What lines in the records below hold the string "image"? Please show them.

*** Opening of MATERIAL PROVIDED ***

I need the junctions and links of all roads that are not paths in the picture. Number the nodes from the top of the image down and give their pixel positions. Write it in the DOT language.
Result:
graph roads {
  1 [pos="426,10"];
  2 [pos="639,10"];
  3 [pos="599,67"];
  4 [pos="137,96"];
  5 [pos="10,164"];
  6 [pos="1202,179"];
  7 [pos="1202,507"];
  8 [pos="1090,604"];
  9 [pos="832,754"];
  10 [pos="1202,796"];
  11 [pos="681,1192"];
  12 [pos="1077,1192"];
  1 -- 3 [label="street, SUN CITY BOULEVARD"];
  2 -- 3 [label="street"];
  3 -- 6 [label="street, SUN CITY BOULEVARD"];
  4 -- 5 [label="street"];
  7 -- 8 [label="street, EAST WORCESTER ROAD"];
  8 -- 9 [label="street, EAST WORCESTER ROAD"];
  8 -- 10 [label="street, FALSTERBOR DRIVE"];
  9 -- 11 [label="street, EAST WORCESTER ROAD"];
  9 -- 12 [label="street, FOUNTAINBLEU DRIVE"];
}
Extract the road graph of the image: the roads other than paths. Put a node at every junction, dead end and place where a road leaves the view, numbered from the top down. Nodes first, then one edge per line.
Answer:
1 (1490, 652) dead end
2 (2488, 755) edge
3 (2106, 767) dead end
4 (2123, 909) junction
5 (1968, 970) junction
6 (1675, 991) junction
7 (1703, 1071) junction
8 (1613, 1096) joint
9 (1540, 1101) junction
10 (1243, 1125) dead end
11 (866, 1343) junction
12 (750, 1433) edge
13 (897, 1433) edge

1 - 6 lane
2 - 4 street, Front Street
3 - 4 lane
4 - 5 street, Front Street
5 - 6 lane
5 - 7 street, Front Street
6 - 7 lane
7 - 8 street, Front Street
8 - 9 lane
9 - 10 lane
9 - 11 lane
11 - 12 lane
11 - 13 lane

*** Close of MATERIAL PROVIDED ***

### TASK ANSWER
I need the junctions and links of all roads that are not paths in the picture. Number the nodes from the top of the image down and give their pixel positions. Write it in the DOT language.
Extract the road graph of the image: the roads other than paths. Put a node at every junction, dead end and place where a road leaves the view, numbered from the top down. Nodes first, then one edge per line.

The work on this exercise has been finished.